▶ WHAT THE TASK REQUIRES: The answer should be a single number, the count of lines in this material that contain "Left".

-------

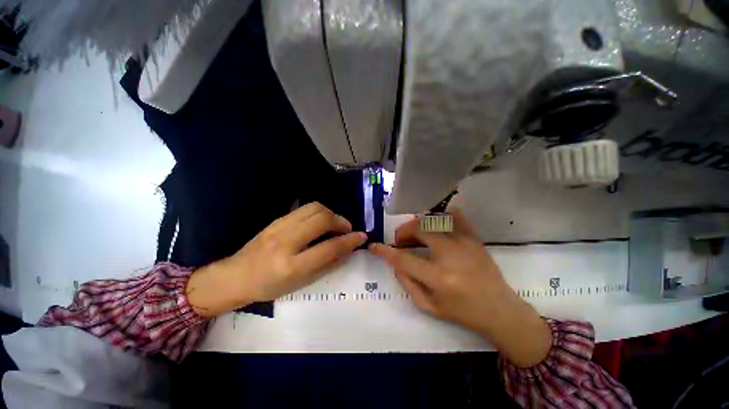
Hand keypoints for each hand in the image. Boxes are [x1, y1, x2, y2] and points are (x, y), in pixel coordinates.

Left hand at [186, 202, 366, 316]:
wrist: (235, 276)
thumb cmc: (269, 287)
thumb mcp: (300, 284)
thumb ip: (327, 265)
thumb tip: (347, 251)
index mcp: (291, 266)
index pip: (329, 248)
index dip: (349, 241)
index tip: (362, 236)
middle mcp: (285, 242)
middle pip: (322, 219)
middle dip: (341, 221)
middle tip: (347, 229)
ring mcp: (279, 227)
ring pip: (314, 208)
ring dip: (331, 213)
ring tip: (334, 223)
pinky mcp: (277, 219)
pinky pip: (304, 209)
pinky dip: (319, 212)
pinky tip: (320, 221)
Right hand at [370, 210, 550, 366]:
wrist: (499, 309)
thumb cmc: (462, 312)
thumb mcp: (428, 305)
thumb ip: (407, 282)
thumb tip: (395, 262)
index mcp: (439, 278)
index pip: (403, 259)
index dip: (384, 251)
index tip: (374, 247)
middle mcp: (451, 255)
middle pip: (418, 229)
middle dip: (402, 233)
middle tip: (401, 242)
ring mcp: (464, 242)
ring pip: (433, 219)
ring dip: (417, 225)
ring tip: (416, 235)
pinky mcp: (473, 237)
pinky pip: (454, 216)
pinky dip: (440, 216)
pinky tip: (435, 225)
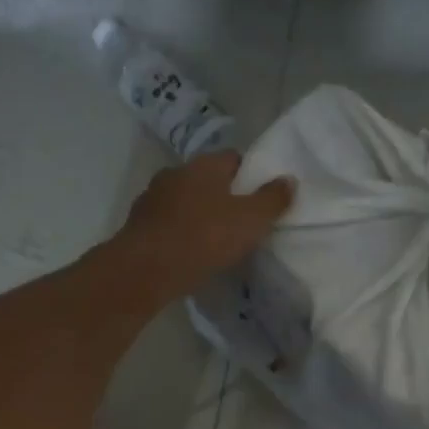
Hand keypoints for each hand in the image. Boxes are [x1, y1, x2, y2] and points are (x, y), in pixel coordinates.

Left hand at [107, 150, 293, 300]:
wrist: (146, 269)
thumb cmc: (204, 237)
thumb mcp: (250, 220)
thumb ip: (272, 199)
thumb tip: (289, 179)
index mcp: (203, 165)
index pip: (232, 158)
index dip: (249, 174)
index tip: (261, 196)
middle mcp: (175, 173)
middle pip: (206, 179)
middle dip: (222, 195)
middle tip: (240, 220)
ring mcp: (152, 199)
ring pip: (183, 201)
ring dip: (197, 214)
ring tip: (214, 239)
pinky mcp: (138, 225)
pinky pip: (167, 224)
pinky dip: (179, 233)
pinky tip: (189, 252)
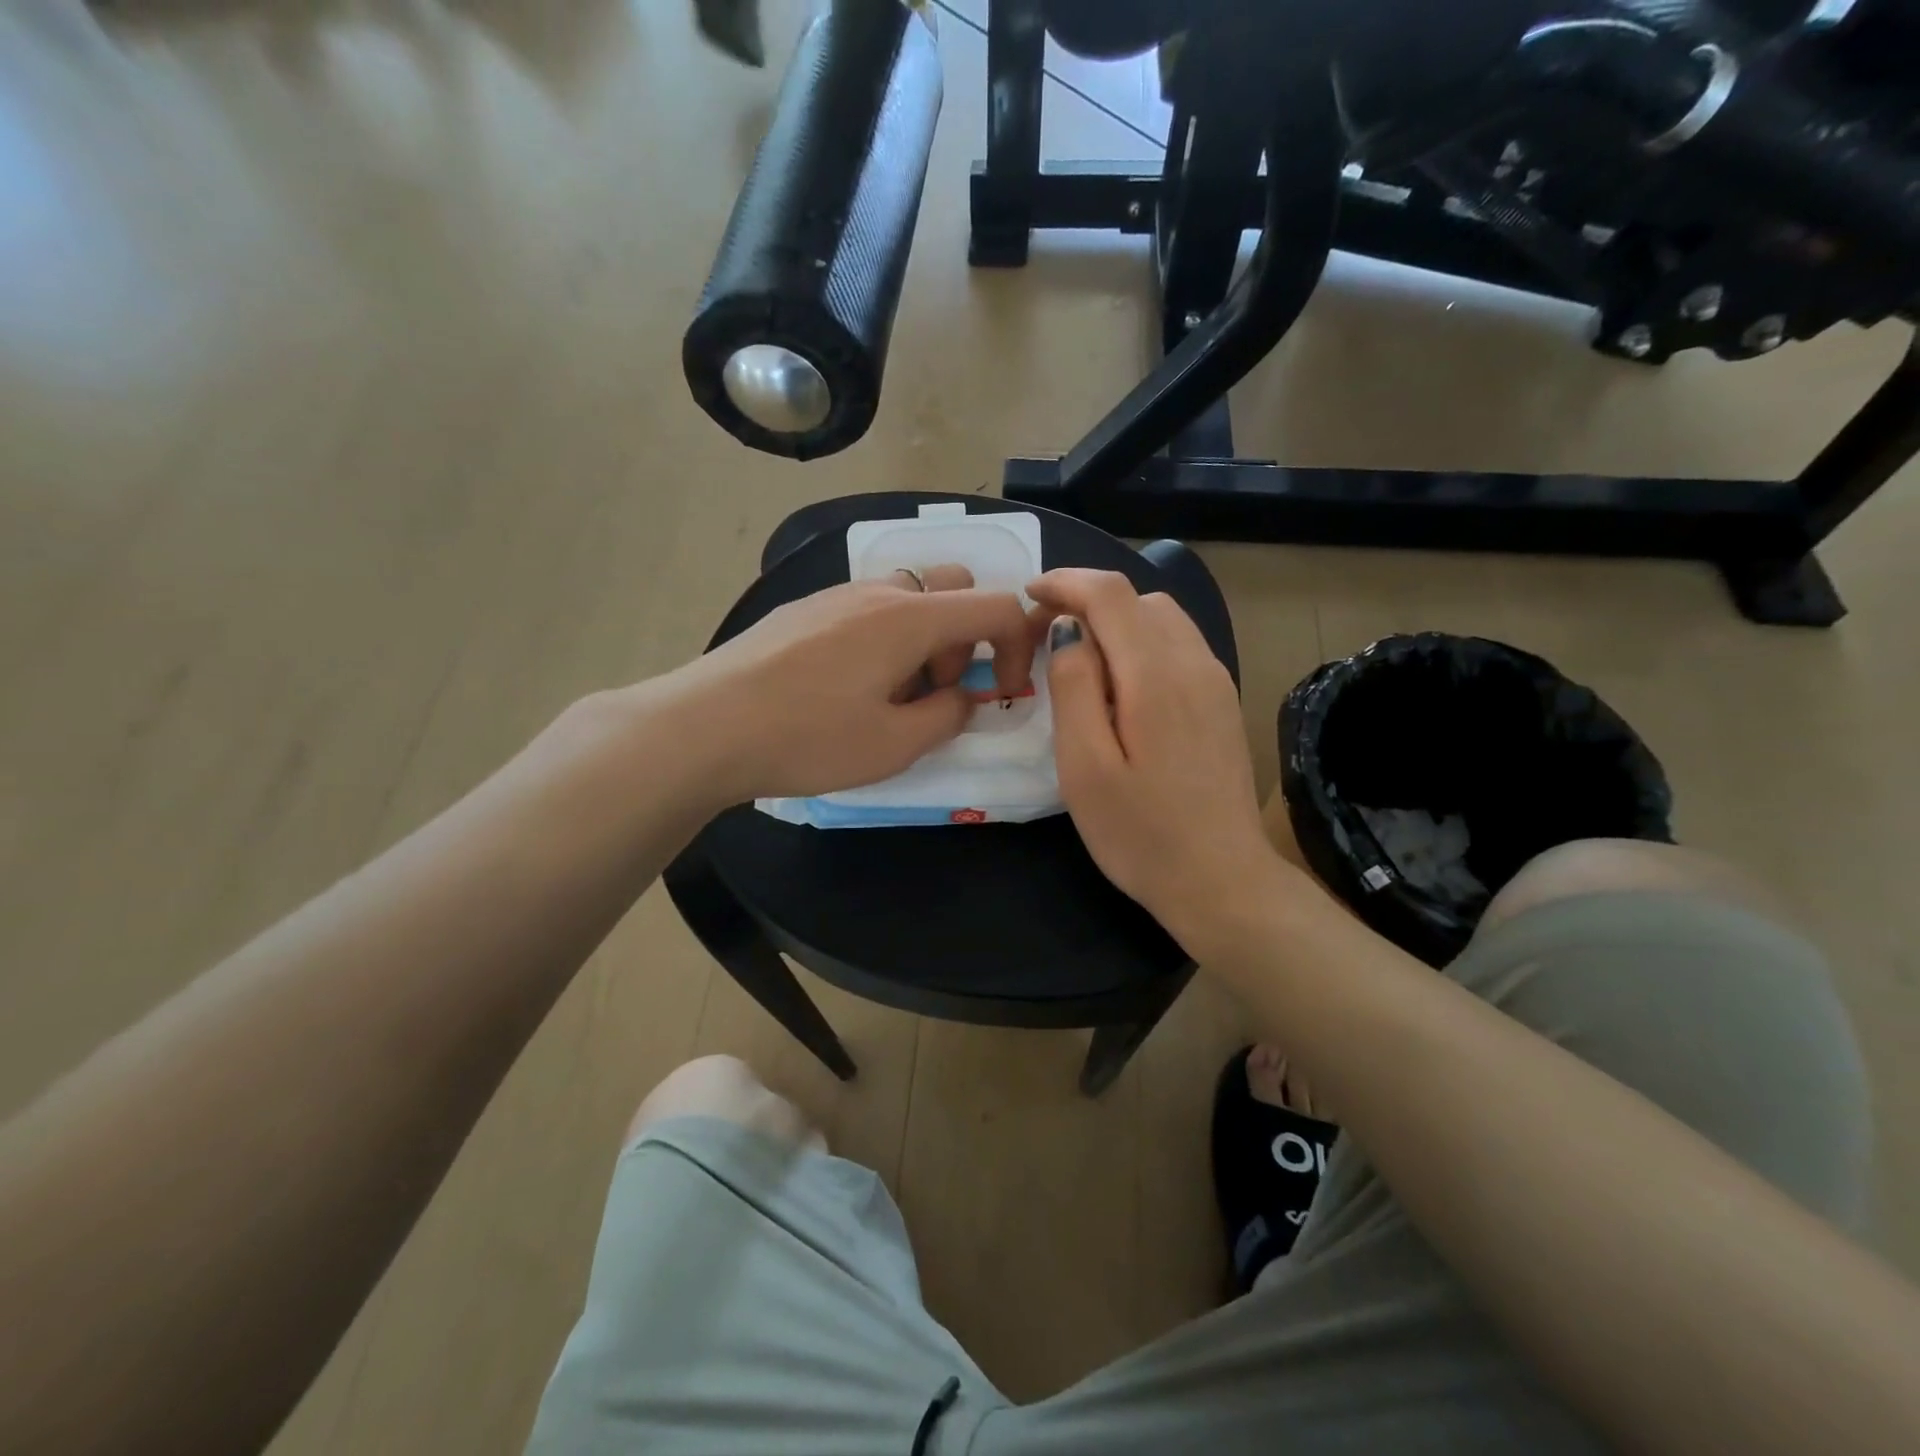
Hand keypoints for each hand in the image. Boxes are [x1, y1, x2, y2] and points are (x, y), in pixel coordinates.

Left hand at [675, 566, 1035, 802]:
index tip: (1005, 693)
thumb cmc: (808, 738)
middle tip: (937, 691)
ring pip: (909, 598)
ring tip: (890, 695)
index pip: (997, 606)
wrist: (704, 726)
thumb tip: (963, 697)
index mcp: (911, 618)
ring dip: (925, 639)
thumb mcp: (895, 744)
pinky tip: (847, 686)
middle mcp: (879, 591)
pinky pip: (869, 609)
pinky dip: (886, 638)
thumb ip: (948, 716)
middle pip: (955, 587)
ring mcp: (837, 595)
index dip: (1020, 646)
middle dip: (967, 637)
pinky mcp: (805, 609)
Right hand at [1029, 569, 1280, 949]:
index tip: (1029, 595)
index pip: (1110, 594)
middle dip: (1088, 602)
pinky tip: (1123, 689)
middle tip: (1047, 640)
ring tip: (1082, 663)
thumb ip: (1073, 687)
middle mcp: (1194, 663)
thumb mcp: (1084, 766)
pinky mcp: (1223, 703)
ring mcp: (1216, 682)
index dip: (1065, 582)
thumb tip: (1068, 630)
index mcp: (1155, 675)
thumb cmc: (1140, 833)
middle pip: (1139, 599)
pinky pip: (1180, 647)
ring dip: (1118, 623)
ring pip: (1163, 620)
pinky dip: (1143, 645)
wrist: (1222, 881)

-------

▶ ANSWER AREA: 3